The Islamic Centre Party (حزب الوسط الاسلامي Hizb al-Wasat al-Islamiy; sometimes translated as the Islamic Centrist Party) is a political party in Jordan. The party was given official licensing by the Jordanian government in December 2001. With the introduction of the new political party laws the party was re-licensed in 2008.

==Policies==
The Islamic Centre Party seeks to promote political, economic, educational and social reforms on the basis of Islamic law.

The party attempts to target members of the Islamic movement. However, it is independent from the Muslim Brotherhood. The party supports a moderate form of Islam and criticizes extreme religious ideologies that do not support pluralism and promote violence. The party promotes itself as an Islamic Party that is more moderate than the Islamic Action Front.

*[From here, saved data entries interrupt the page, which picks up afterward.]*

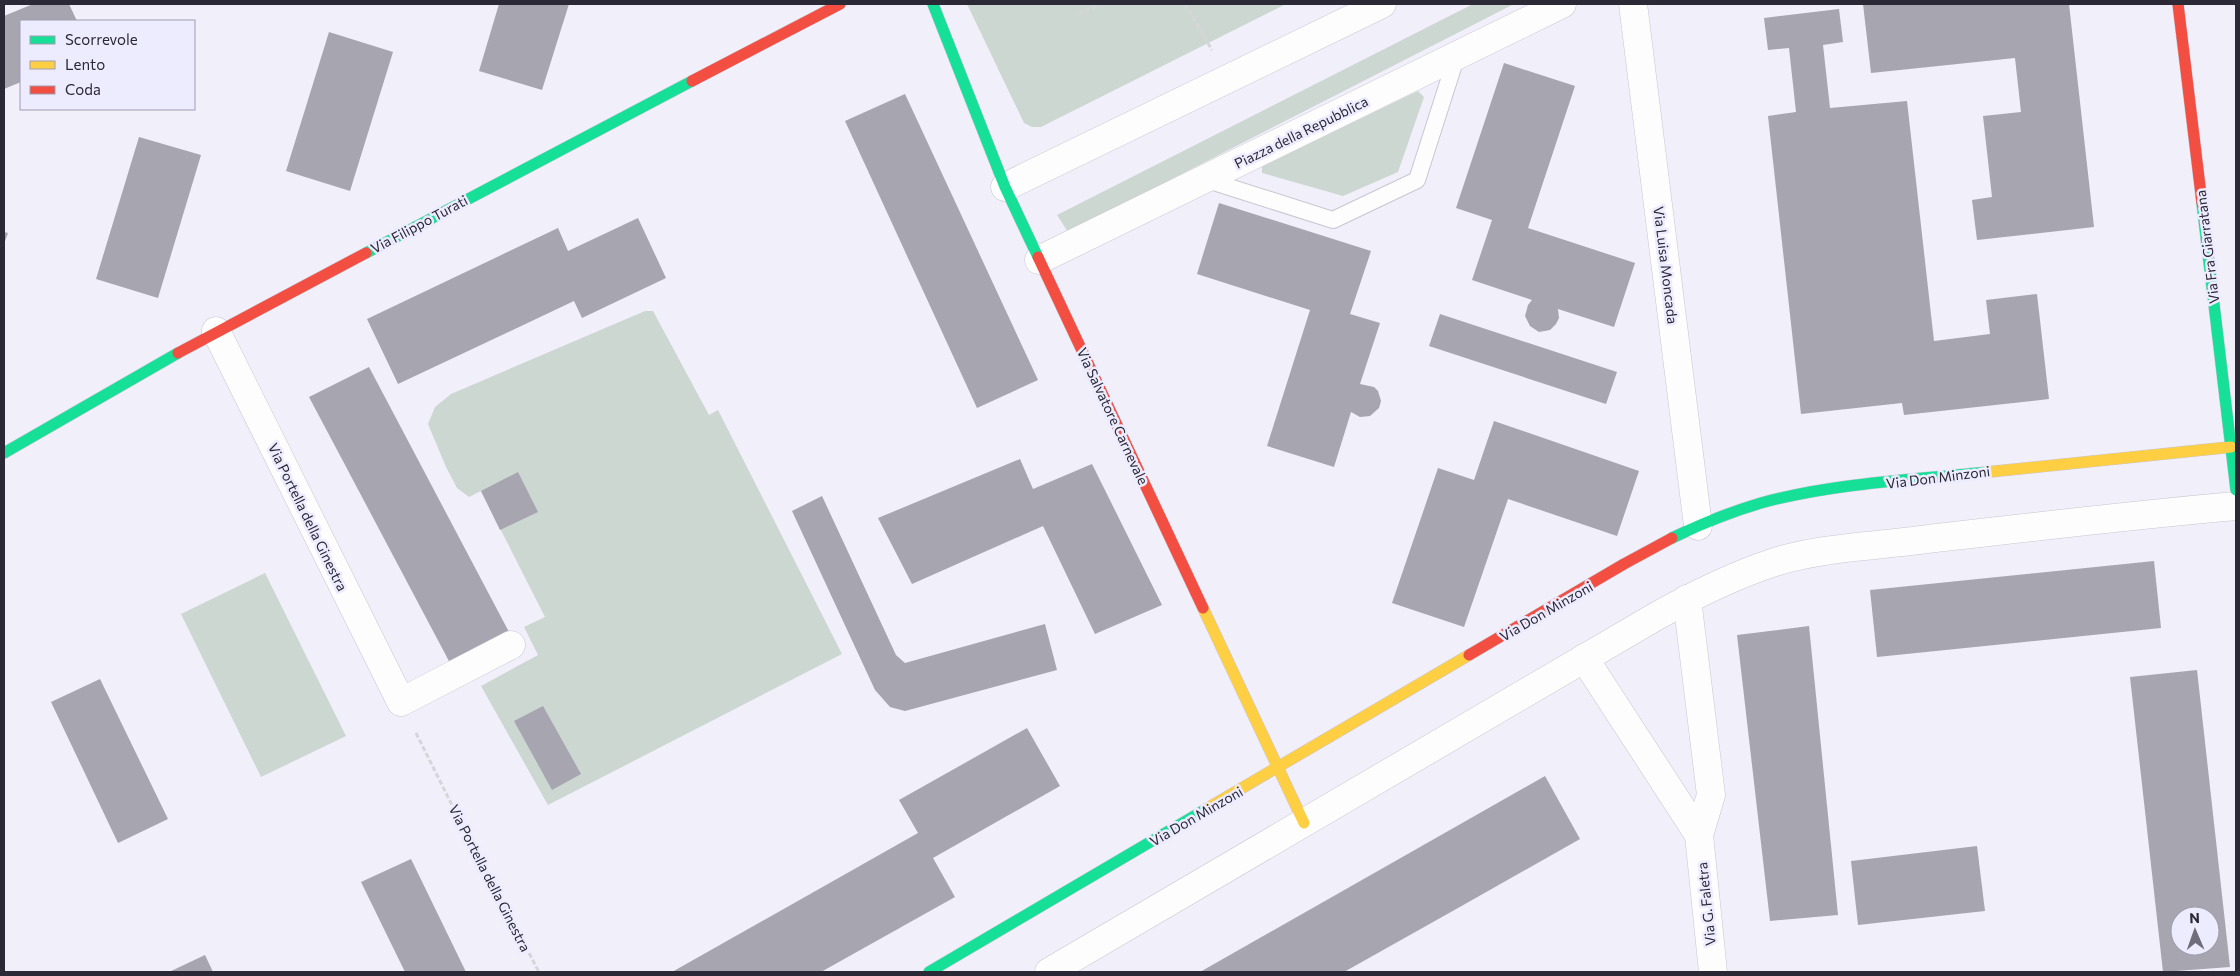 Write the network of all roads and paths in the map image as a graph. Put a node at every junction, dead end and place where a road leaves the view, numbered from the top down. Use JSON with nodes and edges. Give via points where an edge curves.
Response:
{"nodes":[{"id":1,"x":840,"y":4,"type":"edge"},
{"id":2,"x":933,"y":4,"type":"edge"},
{"id":3,"x":1100,"y":4,"type":"edge"},
{"id":4,"x":1185,"y":4,"type":"edge"},
{"id":5,"x":1382,"y":4,"type":"edge"},
{"id":6,"x":1562,"y":4,"type":"edge"},
{"id":7,"x":1633,"y":4,"type":"edge"},
{"id":8,"x":2178,"y":4,"type":"edge"},
{"id":9,"x":1078,"y":14,"type":"dead end"},
{"id":10,"x":1457,"y":55,"type":"junction"},
{"id":11,"x":1228,"y":79,"type":"junction"},
{"id":12,"x":1204,"y":179,"type":"junction"},
{"id":13,"x":1005,"y":187,"type":"junction"},
{"id":14,"x":1040,"y":260,"type":"junction"},
{"id":15,"x":216,"y":331,"type":"junction"},
{"id":16,"x":2231,"y":447,"type":"junction"},
{"id":17,"x":4,"y":453,"type":"edge"},
{"id":18,"x":2236,"y":490,"type":"edge"},
{"id":19,"x":2236,"y":506,"type":"edge"},
{"id":20,"x":1698,"y":526,"type":"junction"},
{"id":21,"x":1687,"y":599,"type":"junction"},
{"id":22,"x":511,"y":645,"type":"dead end"},
{"id":23,"x":1584,"y":658,"type":"junction"},
{"id":24,"x":401,"y":702,"type":"junction"},
{"id":25,"x":1278,"y":768,"type":"junction"},
{"id":26,"x":1304,"y":823,"type":"junction"},
{"id":27,"x":1699,"y":835,"type":"junction"},
{"id":28,"x":539,"y":972,"type":"edge"},
{"id":29,"x":928,"y":972,"type":"edge"},
{"id":30,"x":1049,"y":972,"type":"edge"},
{"id":31,"x":1712,"y":972,"type":"edge"}],
"edges":[{"from":1,"to":15,"type":"street","name":"Via Filippo Turati"},
{"from":2,"to":13,"type":"street","name":"Via Salvatore Carnevale"},
{"from":3,"to":9,"type":"path"},
{"from":4,"to":11,"type":"path"},
{"from":5,"to":11,"type":"street"},
{"from":6,"to":10,"type":"street","name":"Piazza della Repubblica"},
{"from":7,"to":20,"type":"street","name":"Via Luisa Moncada"},
{"from":8,"to":16,"type":"street","name":"Via Fra Giarratana"},
{"from":10,"to":12,"type":"street","name":"Piazza della Repubblica"},
{"from":10,"to":12,"type":"lane","via":[[1417,180],[1333,220]]},
{"from":11,"to":13,"type":"street"},
{"from":12,"to":14,"type":"street","name":"Piazza della Repubblica"},
{"from":13,"to":14,"type":"street","name":"Via Salvatore Carnevale"},
{"from":14,"to":25,"type":"street","name":"Via Salvatore Carnevale"},
{"from":15,"to":17,"type":"street","name":"Via Filippo Turati"},
{"from":15,"to":24,"type":"street","name":"Via Portella della Ginestra"},
{"from":16,"to":18,"type":"street","name":"Via Fra Giarratana"},
{"from":16,"to":20,"type":"street","name":"Via Don Minzoni","via":[[2078,460],[1814,493],[1762,503]]},
{"from":19,"to":21,"type":"street","via":[[2086,520],[1824,552],[1777,562],[1736,576]]},
{"from":20,"to":25,"type":"street","name":"Via Don Minzoni","via":[[1624,564]]},
{"from":21,"to":23,"type":"street"},
{"from":21,"to":27,"type":"street","via":[[1711,795]]},
{"from":22,"to":24,"type":"street"},
{"from":23,"to":26,"type":"street"},
{"from":23,"to":27,"type":"street"},
{"from":24,"to":28,"type":"path","name":"Via Portella della Ginestra"},
{"from":25,"to":26,"type":"street","name":"Via Salvatore Carnevale"},
{"from":25,"to":29,"type":"street","name":"Via Don Minzoni"},
{"from":26,"to":30,"type":"street"},
{"from":27,"to":31,"type":"street","name":"Via G. Faletra"}]}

The Islamic Centre Party advocates the strengthening of democracy in Jordan. The party promotes pluralism, the separation of powers, and the freedom of the press. It also calls for the increasing political role of women in Jordan. Finally, the party is adamant about the creation of a Palestinian state.

==Representation==
The party had two members in the Jordanian Parliament from 2003–2007. As of 2009, the Party has members in municipal councils throughout Jordan.

Following the Jordanian general election in 2013, the party became the largest party in parliament.